There is also an allusion to Sunday’s Old Testament reading which describes Elisha ploughing with his oxen when Elijah called him to follow him. Elisha asked to be allowed to say goodbye to his parents first. Then, when he left to follow in Elijah, he slaughtered the oxen with which he had been ploughing and used their yoke and harness as fuel to cook the oxen for his neighbours to eat. He had burned his bridges to follow Elijah. He had killed the animals and destroyed the equipment that would be required for him to resume his old life, which meant that he couldn’t turn back.
Another enquirer responds in a similar vein, asking to say goodbye to his family. Jesus’ tells him that ‘No one who puts a hand to the plough and looks back is fit for the kingdom of God.’
Jesus invites us to imagine a team of oxen or horses ahead of someone ploughing. To plough a straight furrow, you must look ahead and hold the plough firm to the ground. The moment you look behind, the pressure will be relieved from the plough and the furrow will become crooked – the mark of an amateur.
In contemporary terms, imagine someone driving a car and turning to look behind while they were driving along. Even on a road with no traffic, this would be dangerous. What Jesus is saying is that if anyone wants to follow him they must be single-minded and avoid distraction.
This was not an easy message in Jesus’s time.

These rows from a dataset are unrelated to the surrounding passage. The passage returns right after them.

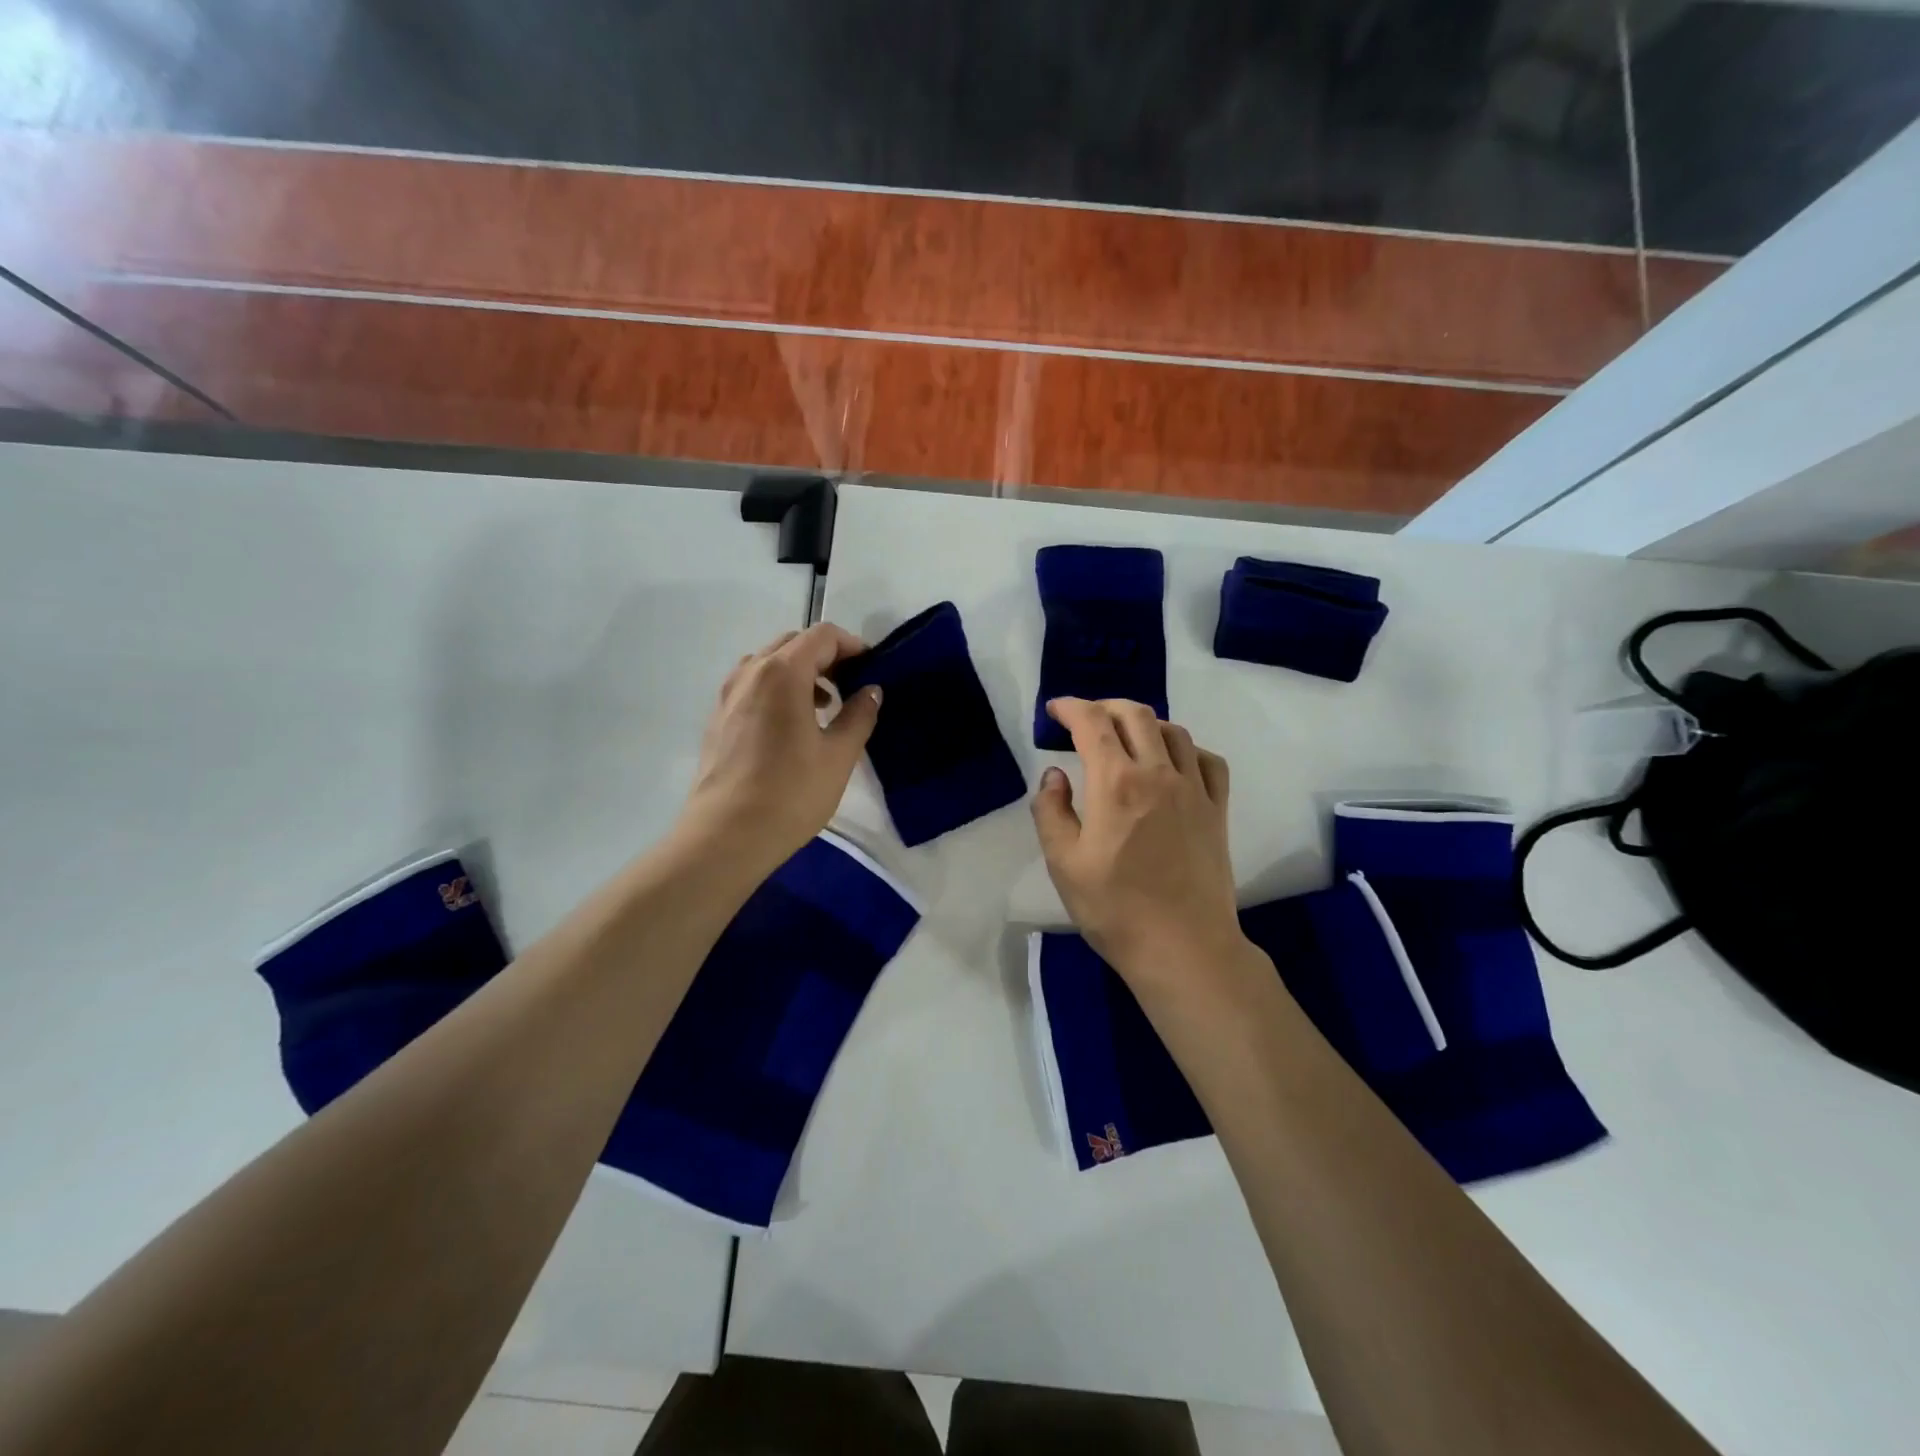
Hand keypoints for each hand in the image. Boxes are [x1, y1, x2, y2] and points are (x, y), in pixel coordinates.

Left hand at [680, 623, 880, 870]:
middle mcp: (750, 673)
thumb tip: (871, 691)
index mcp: (782, 673)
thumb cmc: (791, 793)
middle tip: (851, 685)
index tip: (871, 669)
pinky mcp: (718, 718)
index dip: (851, 645)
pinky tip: (793, 727)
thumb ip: (859, 715)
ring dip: (800, 673)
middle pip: (793, 643)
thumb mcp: (839, 755)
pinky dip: (778, 690)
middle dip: (825, 657)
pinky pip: (753, 686)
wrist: (727, 835)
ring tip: (824, 707)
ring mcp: (728, 694)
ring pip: (769, 663)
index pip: (821, 636)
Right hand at [1032, 698, 1253, 998]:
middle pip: (1136, 715)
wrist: (1183, 948)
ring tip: (1126, 738)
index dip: (1070, 707)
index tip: (1055, 709)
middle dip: (1105, 706)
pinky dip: (1186, 748)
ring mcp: (1194, 790)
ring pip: (1173, 731)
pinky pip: (1207, 760)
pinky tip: (1174, 762)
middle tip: (1085, 719)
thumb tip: (1054, 775)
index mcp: (1116, 783)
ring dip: (1144, 723)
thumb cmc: (1114, 908)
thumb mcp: (1063, 863)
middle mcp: (1158, 773)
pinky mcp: (1218, 811)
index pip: (1092, 723)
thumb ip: (1051, 811)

The Gospels tell us how Jesus’s disciples continually misunderstood him. Some of them – James and John – looked forward to enjoying worldly power with Jesus. All his disciples ran away after Jesus’ arrest; only the women remained faithful at the foot of the Cross.
Jesus’ message in each of these brief stories is that following him entails renouncing everything and everyone in your life.
This emphasis on following is at odds with that part of our religious tradition which sees Jesus as someone to worship and as someone who will protect us.
The well-known theologian Richard Rohr argues that the tension between following and worshipping Jesus is a fundamental one in our religious tradition.
He argues if we put worship of Jesus first, we will stress what we believe about him. This may lead us to stress whether someone has ‘right beliefs’ about Jesus. This will make us concerned about whether someone subscribes fully to the ‘right belief’, whether they are ‘inside’ the church or ‘outside’.
On the other hand, following entails movement and a willingness to change – the possibility of transformation, so that we become the people God calls us to be and change the world around us. This is the riskier and more costly choice.